Très vite, Angie, qui souhaiterait que soit respecté le souhait dont Pat lui avait fait part de voir ses cendres dispersées dans la mer, est contrainte de céder à l’exigence de Shing et, surtout, de Mei, en faveur d’un dépôt dans un columbarium. Toutefois, cela n’est pas grand chose à côté du tsunami émotionnel que va traverser Angie lorsque vont apparaître les problèmes liés à l’héritage. En effet, ce décès soudain n’a pas été anticipé et tout ce que Pat et Angie possédaient est au nom de Pat, y compris, bien sûr, leur appartement, cet appartement dans lequel Angie a tant de souvenirs et dans lequel elle aimerait finir ses jours. Chaque membre de la famille de Pat entretenait de bons, voire d’excellents rapports, avec sa compagne, mais, ex abrupto, Angie se retrouve reléguée au rang de simple amie et n’a, à ce titre, aucun droit dans l’héritage. Et puis, que voulez-vous, Shing et Mei sont dans une mauvaise situation financière et pour Victor, qui est sur le point de se marier et de devenir père, l’attirance pour l’appartement où vivaient Pat et Angie et dont il pense qu’il conviendrait parfaitement à son couple prend le pas sur l’affection portée à sa « tatie » Angie.

C’est avec beaucoup de délicatesse que Ray Yeung nous raconte une histoire qui se passe à Hong-Kong et qui concerne avant tout une femme âgée ayant vécu en concubinage avec une autre femme mais qui pourrait se dérouler plus ou moins de la même façon un peu partout dans le monde à l’issue d’une relation amoureuse, qu’elle soit homosexuelle ou hétérosexuelle, pour peu que les conséquences du décès n’aient pas été suffisamment bien préparées. En effet, l’attirance pour l’argent est plutôt universelle comme peuvent l’être parfois les querelles familiales liées aux héritages. A Hong Kong, il n’est pas possible pour deux femmes de se marier légalement mais il leur est possible de se marier à l’étranger  et de faire ensuite une procédure de reconnaissance de mariage. Une procédure qui, très souvent, arrive à ses fins mais qui est longue et coûteuse : Pat et Angie, peut-être par simple ignorance d’une telle possibilité, ne l’avaient jamais envisagée.
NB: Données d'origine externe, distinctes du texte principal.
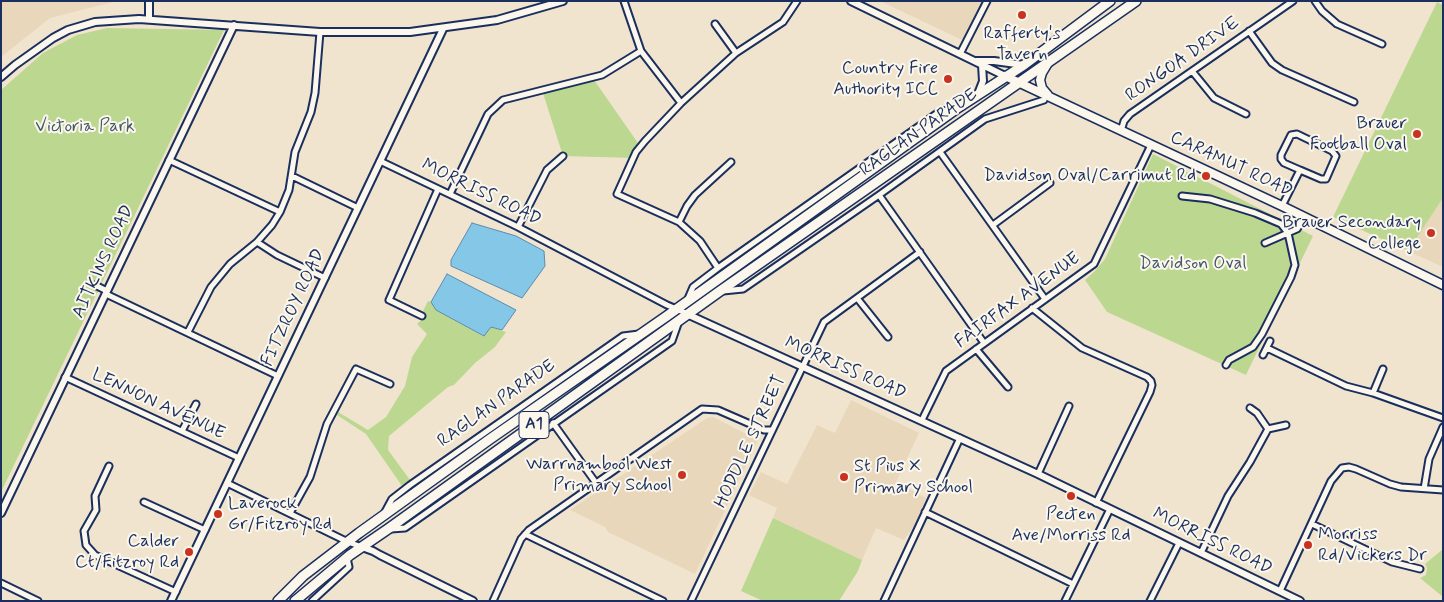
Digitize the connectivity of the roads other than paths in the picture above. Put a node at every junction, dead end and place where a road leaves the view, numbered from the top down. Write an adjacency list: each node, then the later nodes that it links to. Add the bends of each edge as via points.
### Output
1 (149, 1): 11 (street)
2 (562, 1): 14 (street, via 497,20)
3 (624, 1): 18 (street)
4 (797, 1): 19 (street, via 783,22)
5 (851, 1): 20 (street)
6 (986, 1): 20 (street)
7 (1110, 1): 23 (highway, RAGLAN PARADE / A1)
8 (1136, 1): 22 (highway, RAGLAN PARADE / A1)
9 (1293, 1): 15 (street, RONGOA DRIVE)
10 (1315, 1): 17 (street, via 1337,24)
11 (149, 19): 13 (street); 27 (street, via 95,22 68,30 34,50)
12 (715, 24): 19 (street)
13 (234, 25): 16 (street); 40 (street, AITKINS ROAD)
14 (442, 28): 16 (street, via 410,32); 41 (street, FITZROY ROAD)
15 (1249, 31): 25 (street, RONGOA DRIVE); 31 (street, via 1272,63 1282,70)
16 (320, 32): 44 (street, via 313,102 295,152)
17 (1382, 44)
18 (641, 51): 32 (street); 47 (street, via 602,75 503,100 485,120)
19 (736, 53): 32 (street)
20 (960, 54): 21 (street)
21 (974, 61): 23 (street); 24 (street)
22 (1048, 63): 28 (highway, RAGLAN PARADE / A1); 30 (main road, via 1040,83)
23 (1024, 64): 26 (highway, RAGLAN PARADE / A1)
24 (982, 65): 26 (street); 29 (street, via 983,81)
25 (1192, 71): 35 (street, via 1214,98); 36 (street, RONGOA DRIVE, via 1130,114)
26 (1005, 76): 28 (main road, CARAMUT ROAD); 29 (highway, RAGLAN PARADE / A1)
27 (1, 77)
28 (1020, 83): 30 (main road, CARAMUT ROAD); 34 (highway, RAGLAN PARADE / A1)
29 (975, 96): 33 (highway, RAGLAN PARADE / A1); 34 (highway)
30 (1047, 99): 34 (street, RAGLAN PARADE); 36 (main road, CARAMUT ROAD)
31 (1354, 102)
32 (680, 103): 54 (street, via 636,152 617,194)
33 (956, 110): 61 (street, RAGLAN PARADE, via 939,112); 69 (highway, RAGLAN PARADE / A1)
34 (985, 113): 38 (street, RAGLAN PARADE); 65 (highway, RAGLAN PARADE / A1)
35 (1246, 114)
36 (1121, 130): 37 (main road, CARAMUT ROAD)
37 (1151, 145): 50 (main road, CARAMUT ROAD); 68 (street, FAIRFAX AVENUE, via 1094,264)
38 (940, 152): 48 (street, RAGLAN PARADE); 55 (street)
39 (563, 156): 56 (street, via 547,170)
40 (169, 160): 52 (street); 66 (street, AITKINS ROAD)
41 (380, 161): 46 (street, MORRISS ROAD); 51 (street, FITZROY ROAD)
42 (731, 162): 54 (street, via 695,195)
43 (1300, 170): 43 (street, via 1321,180 1326,179 1336,156 1297,134 1291,135 1281,159); 50 (street)
44 (292, 176): 51 (street); 52 (street)
45 (1050, 182): 55 (street)
46 (438, 189): 47 (street, MORRISS ROAD); 73 (street, via 389,300)
47 (450, 194): 56 (street, MORRISS ROAD)
48 (879, 195): 60 (street); 65 (street, RAGLAN PARADE, via 743,289)
49 (1182, 196): 57 (street, via 1210,199 1255,213 1281,224)
50 (1282, 206): 53 (main road, CARAMUT ROAD)
51 (358, 208): 62 (street, FITZROY ROAD)
52 (280, 212): 58 (street)
53 (1305, 217): 57 (street, via 1300,227); 63 (main road, CARAMUT ROAD)
54 (679, 222): 61 (street, via 700,241)
55 (993, 225): 68 (street)
56 (518, 227): 71 (street, MORRISS ROAD)
57 (1288, 233): 59 (street); 82 (street, via 1295,265 1291,277 1253,347)
58 (257, 242): 62 (street); 75 (street, via 230,264 211,286)
59 (1265, 243)
60 (920, 252): 67 (street, HODDLE STREET); 78 (street)
61 (718, 268): 69 (street, RAGLAN PARADE, via 693,287)
62 (325, 278): 85 (street, FITZROY ROAD)
63 (1443, 285)
64 (96, 286): 66 (street)
65 (720, 291): 72 (highway, RAGLAN PARADE / A1)
66 (106, 292): 75 (street); 86 (street, AITKINS ROAD)
67 (857, 298): 76 (street); 83 (street, HODDLE STREET, via 824,322)
68 (1045, 299): 70 (street, FAIRFAX AVENUE)
69 (686, 302): 71 (highway, RAGLAN PARADE / A1)
70 (1032, 308): 78 (street, FAIRFAX AVENUE); 110 (street, via 1082,348 1151,381 1150,392)
71 (676, 309): 72 (street, MORRISS ROAD); 119 (highway, RAGLAN PARADE / A1)
72 (689, 315): 74 (highway, RAGLAN PARADE / A1); 83 (street, MORRISS ROAD)
73 (422, 316)
74 (679, 321): 95 (street, RAGLAN PARADE, via 672,341); 116 (highway, RAGLAN PARADE / A1)
75 (188, 332): 85 (street)
76 (888, 337)
77 (1270, 341): 80 (street)
78 (984, 343): 79 (street, FAIRFAX AVENUE)
79 (976, 348): 88 (street); 94 (street, FAIRFAX AVENUE, via 946,371)
80 (1267, 348): 81 (street); 89 (street, via 1346,386)
81 (1264, 355)
82 (1226, 365)
83 (802, 366): 94 (street, MORRISS ROAD); 99 (street, HODDLE STREET)
84 (1383, 369): 89 (street)
85 (278, 376): 102 (street, FITZROY ROAD)
86 (65, 377): 100 (street, LENNON AVENUE); 112 (street, AITKINS ROAD)
87 (390, 384): 114 (street, via 356,369 326,424 310,477)
88 (1008, 387)
89 (1372, 393): 93 (street)
90 (196, 404): 100 (street)
91 (1070, 406): 104 (street)
92 (1250, 408): 98 (street)
93 (1443, 418)
94 (922, 420): 101 (street, MORRISS ROAD)
95 (553, 423): 106 (street); 116 (street, RAGLAN PARADE, via 406,528)
96 (1286, 425): 98 (street)
97 (1443, 427): 107 (street, via 1429,459)
98 (1268, 429): 122 (street, via 1228,496)
99 (772, 430): 106 (street, via 764,430 718,410 702,409); 137 (street, HODDLE STREET)
100 (182, 431): 102 (street, LENNON AVENUE)
101 (960, 438): 104 (street, MORRISS ROAD); 113 (street)
102 (239, 458): 105 (street, FITZROY ROAD)
103 (109, 466): 128 (street, via 95,496 96,508 84,532 86,545 95,555)
104 (1038, 474): 110 (street, MORRISS ROAD)
105 (227, 482): 114 (street); 117 (street, FITZROY ROAD)
106 (596, 483): 118 (street)
107 (1424, 489): 108 (street); 115 (street, via 1390,484 1364,471 1342,468 1331,481)
108 (1443, 490)
109 (144, 502): 117 (street)
110 (1096, 503): 111 (street, MORRISS ROAD)
111 (1110, 509): 120 (street, MORRISS ROAD); 126 (street)
112 (1, 512)
113 (925, 512): 126 (street); 138 (street)
114 (290, 513): 119 (street)
115 (1312, 524): 124 (street, via 1392,562); 127 (street)
116 (388, 529): 121 (highway, RAGLAN PARADE / A1)
117 (205, 530): 128 (street, FITZROY ROAD)
118 (525, 534): 135 (street); 136 (street)
119 (348, 542): 121 (street); 131 (highway, RAGLAN PARADE / A1, via 303,576)
120 (1179, 543): 122 (street, MORRISS ROAD); 140 (street)
121 (362, 547): 123 (highway, RAGLAN PARADE / A1); 134 (street)
122 (1200, 553): 127 (street, MORRISS ROAD)
123 (347, 557): 132 (highway, RAGLAN PARADE / A1); 133 (street, via 349,567)
124 (1420, 569)
125 (1, 583): 129 (street)
126 (1073, 584): 139 (street)
127 (1280, 591): 141 (street, MORRISS ROAD)
128 (176, 592): 130 (street, FITZROY ROAD)
129 (38, 601)
130 (171, 601)
131 (278, 601)
132 (295, 601)
133 (312, 601)
134 (474, 601)
135 (493, 601)
136 (663, 601)
137 (691, 601)
138 (884, 601)
139 (1065, 601)
140 (1150, 601)
141 (1300, 601)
Même si, en tant que spectateur, on ne peut que se ranger aux côtés de Angie,  Ray Yeung a choisi de ne pas faire des membres de la famille de Pat d’affreux « méchants » sans aucune excuse quant à leur comportement : qu’ils aient un important besoin d’argent ou d’un appartement, c’est beaucoup plus par opportunisme et par ingratitude que par pure  méchanceté qu’ils refusent à Angie le droit à une part de l’héritage. Au rayon des sources d’inspiration, Le réalisateur ne cache pas son admiration pour le réalisateur japonais Yasujiro Ozu, ce qui explique sans doute que dans son film, rien n’est faussement spectaculaire, rien n’est artificiel, tout est nuancé et, au final, le film se révèle poignant sans jamais verser dans le pathos. Au départ actrice de théâtre, Petra Au, l’interprète d’Angie, avait un second rôle dans Un printemps à Hong-Kong, le film précédent de Ray Yeung : elle est bouleversante dans Tout ira bien. Quant à  Tai-Bo, l’interprète de Shing, il avait le rôle principal dans Un printemps à Hong-Kong. Présenté dans la section Panorama lors de la dernière Berlinade, Tout ira bien représente une excellente introduction pour l’année cinématographique 2025.